We formed nano-dots using a helium ion microscope (HIM) equipped with a gas injection system. Because of position controllability, the nano-dot markers could be placed efficiently on a specimen using the HIM. The sizes of the dots were controlled by changing the beam radiation time. We tried for the first time to form dots on a rod-shaped specimen to use them as markers for aligning a transmission electron microscope tomographic tilt series before reconstructing 3D images.

Fabrication of marker area to align TEM tomographic tilt series of rod-shaped specimens.

In this study, we present a new method for placing markers for alignment of tomographic tilt-series of rod-shaped specimen before 3D reconstructions. By this method, markers (gold nanoparticles) were placed only on the carbon layer (referred to as the "marker area") deposited for protecting the specimen surface against ion beam irradiation; this placement was achieved by vacuum evaporation of gold with the help of a mask fabricated adjacent to the specimen. Experimental results showed that the use of the proposed method facilitates the identification of the markers in the alignment process, because the image of the marker area consists of simple high-contrast images of the gold nanoparticles on the carbon layer. The performance of the proposed method was successfully verified experimentally by applying it to a high-density Au/SiO2 nanocomposite material as a test specimen.

Calibration method of tilt and azimuth angles for alignment of TEM tomographic tilt series.

This paper describes the calibration method of the tilt and azimuth angles of specimen using a digital protractor and a laser autocollimator for alignment of electron tomography. It also suggests an easy method to check whether the specimen is tilted by 180.0°, and whether the azimuth angle is 0.0°; the method involves the use of two images of a rod-shaped specimen collected before and after a 180.0° tilt. The method is based on the assumption that these images are symmetric about the tilt axis when the azimuth angle is 0.0°. In addition, we used an experiment to demonstrate the effect of the incorrect angles on reconstructed images and simulated the image quality against distance away from tilt axis.

Automatic coarse-alignment for TEM tilt series of rod-shaped specimens collected with a full angular range.

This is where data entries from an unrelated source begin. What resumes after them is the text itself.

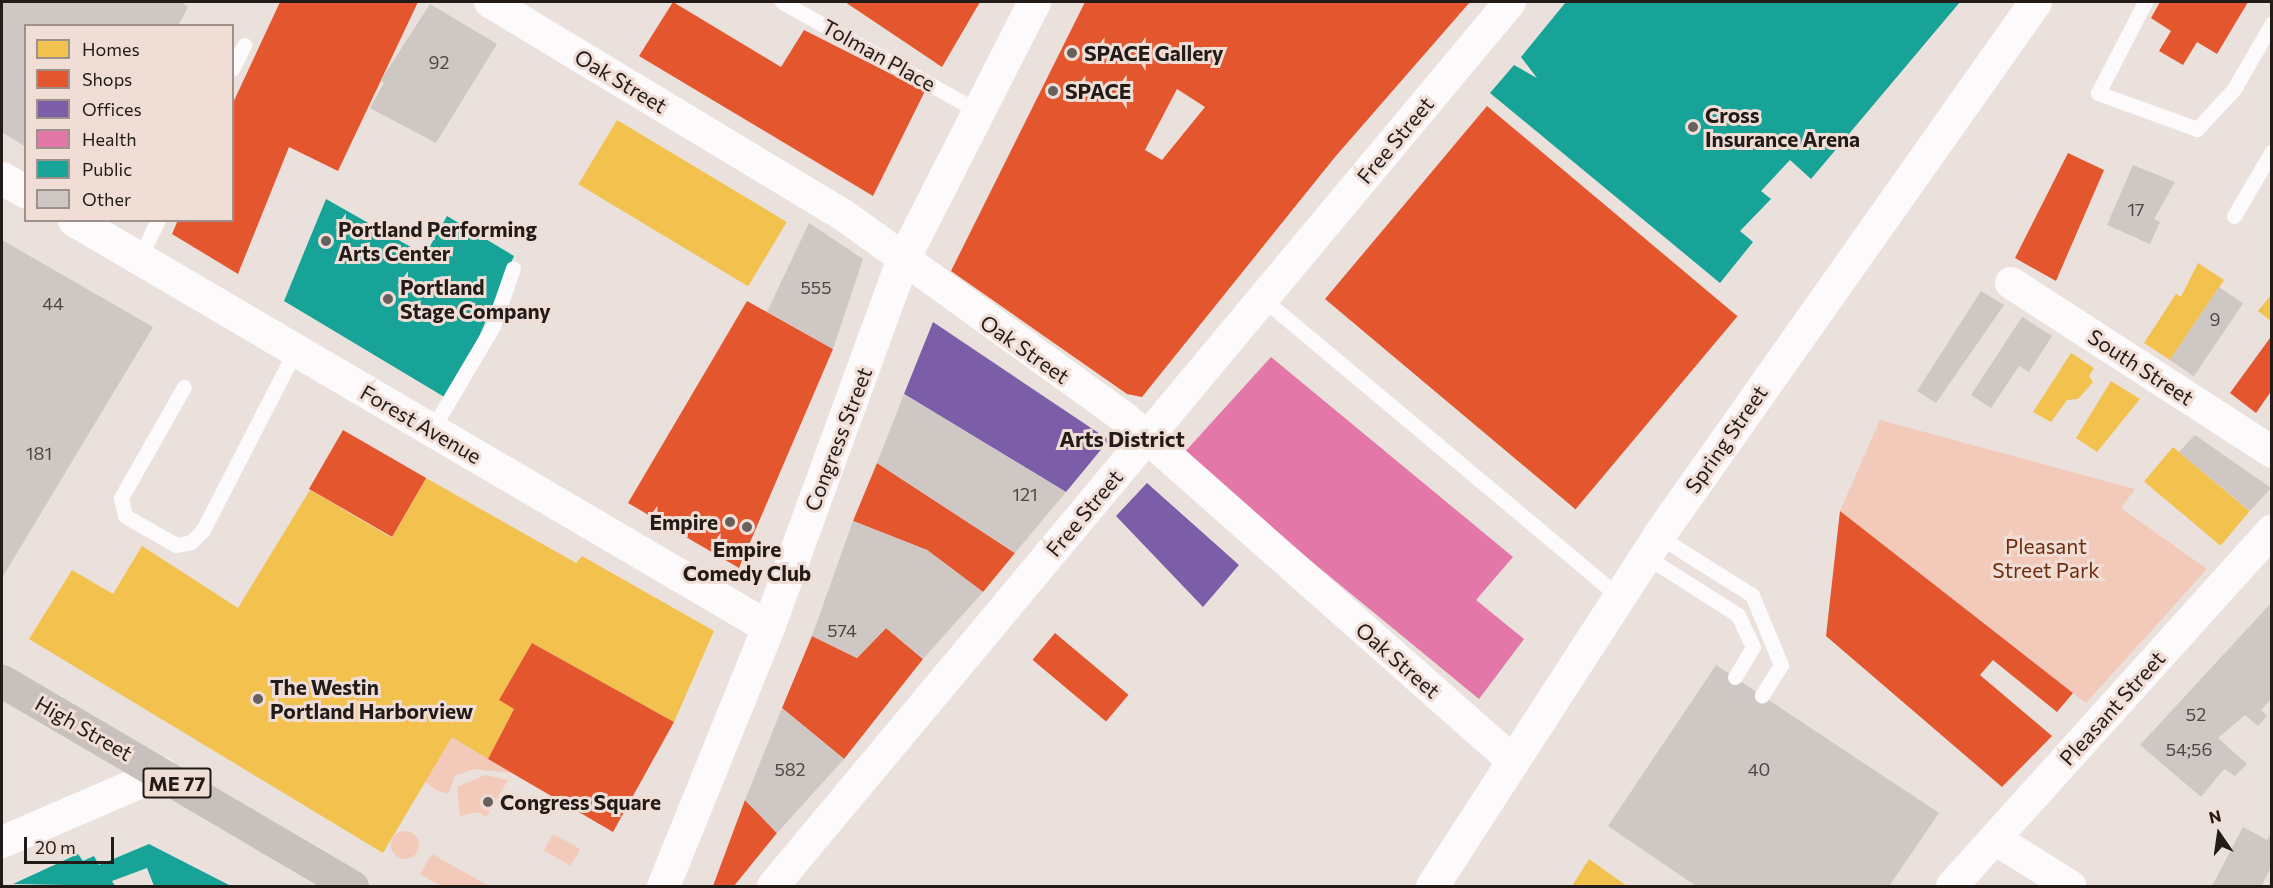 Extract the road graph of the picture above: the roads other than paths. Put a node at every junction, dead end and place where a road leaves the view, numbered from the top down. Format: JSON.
{"nodes":[{"id":1,"x":490,"y":2,"type":"edge"},
{"id":2,"x":782,"y":2,"type":"edge"},
{"id":3,"x":1034,"y":2,"type":"edge"},
{"id":4,"x":1510,"y":2,"type":"edge"},
{"id":5,"x":2035,"y":2,"type":"edge"},
{"id":6,"x":2145,"y":2,"type":"edge"},
{"id":7,"x":2271,"y":23,"type":"edge"},
{"id":8,"x":244,"y":45,"type":"dead end"},
{"id":9,"x":234,"y":65,"type":"edge"},
{"id":10,"x":976,"y":110,"type":"junction"},
{"id":11,"x":2271,"y":151,"type":"edge"},
{"id":12,"x":2,"y":178,"type":"edge"},
{"id":13,"x":24,"y":191,"type":"edge"},
{"id":14,"x":2234,"y":216,"type":"dead end"},
{"id":15,"x":77,"y":222,"type":"edge"},
{"id":16,"x":157,"y":222,"type":"edge"},
{"id":17,"x":139,"y":259,"type":"junction"},
{"id":18,"x":902,"y":261,"type":"junction"},
{"id":19,"x":513,"y":268,"type":"dead end"},
{"id":20,"x":2011,"y":283,"type":"dead end"},
{"id":21,"x":1262,"y":298,"type":"junction"},
{"id":22,"x":295,"y":351,"type":"junction"},
{"id":23,"x":184,"y":387,"type":"dead end"},
{"id":24,"x":431,"y":431,"type":"junction"},
{"id":25,"x":1147,"y":439,"type":"junction"},
{"id":26,"x":2271,"y":452,"type":"edge"},
{"id":27,"x":2271,"y":530,"type":"edge"},
{"id":28,"x":1651,"y":546,"type":"junction"},
{"id":29,"x":1619,"y":597,"type":"junction"},
{"id":30,"x":768,"y":627,"type":"junction"},
{"id":31,"x":1735,"y":677,"type":"dead end"},
{"id":32,"x":2,"y":681,"type":"edge"},
{"id":33,"x":1762,"y":695,"type":"dead end"},
{"id":34,"x":1513,"y":761,"type":"junction"},
{"id":35,"x":162,"y":773,"type":"junction"},
{"id":36,"x":1995,"y":839,"type":"junction"},
{"id":37,"x":2,"y":842,"type":"edge"},
{"id":38,"x":352,"y":886,"type":"edge"},
{"id":39,"x":663,"y":886,"type":"edge"},
{"id":40,"x":773,"y":886,"type":"edge"},
{"id":41,"x":1432,"y":886,"type":"edge"},
{"id":42,"x":1952,"y":886,"type":"edge"},
{"id":43,"x":2070,"y":886,"type":"edge"}],
"edges":[{"from":1,"to":18,"type":"street","name":"Oak Street"},
{"from":2,"to":10,"type":"lane","name":"Tolman Place"},
{"from":3,"to":10,"type":"street","name":"Congress Street"},
{"from":4,"to":21,"type":"street","name":"Free Street"},
{"from":5,"to":28,"type":"street","name":"Spring Street"},
{"from":6,"to":7,"type":"lane"},
{"from":8,"to":9,"type":"lane"},
{"from":10,"to":18,"type":"street","name":"Congress Street"},
{"from":11,"to":14,"type":"lane"},
{"from":12,"to":13,"type":"street"},
{"from":15,"to":17,"type":"street","name":"Forest Avenue"},
{"from":16,"to":17,"type":"lane"},
{"from":17,"to":22,"type":"street","name":"Forest Avenue"},
{"from":18,"to":25,"type":"street","name":"Oak Street"},
{"from":18,"to":30,"type":"street","name":"Congress Street"},
{"from":19,"to":24,"type":"lane"},
{"from":20,"to":26,"type":"street","name":"South Street"},
{"from":21,"to":25,"type":"street","name":"Free Street"},
{"from":21,"to":29,"type":"lane"},
{"from":22,"to":23,"type":"lane"},
{"from":22,"to":24,"type":"street","name":"Forest Avenue"},
{"from":24,"to":30,"type":"street","name":"Forest Avenue"},
{"from":25,"to":34,"type":"street","name":"Oak Street"},
{"from":25,"to":40,"type":"street","name":"Free Street"},
{"from":27,"to":36,"type":"street","name":"Pleasant Street"},
{"from":28,"to":29,"type":"street","name":"Spring Street"},
{"from":28,"to":31,"type":"lane"},
{"from":28,"to":33,"type":"lane"},
{"from":29,"to":34,"type":"street","name":"Spring Street"},
{"from":30,"to":39,"type":"street","name":"Congress Street"},
{"from":32,"to":35,"type":"main road","name":"High Street","number":"ME 77"},
{"from":34,"to":41,"type":"street","name":"Spring Street"},
{"from":35,"to":37,"type":"street"},
{"from":35,"to":38,"type":"main road","name":"High Street","number":"ME 77"},
{"from":36,"to":42,"type":"street","name":"Pleasant Street"},
{"from":36,"to":43,"type":"street"}]}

An automatic coarse-alignment method for a tilt series of rod-shaped specimen collected with a full angular range (from alpha=-90 degrees to +90 degrees, alpha is the tilt angle of the specimen) is presented; this method is based on a cross-correlation method and uses the outline of the specimen shape. Both the rotational angle of the tilt axis and translational value of each image can be detected in the images without the use of markers. This method is performed on the basis of the assumption that the images taken at alpha=-90 degrees and alpha=+90 degrees are symmetric about the tilt axis. In this study, a carbon rod on which gold particles have been deposited is used as a test specimen for the demonstration. This method can be used as an automatic coarse-alignment method prior to the application of a highly accurate alignment method because the alignment procedure can be performed automatically except for the initial setup of some parameters.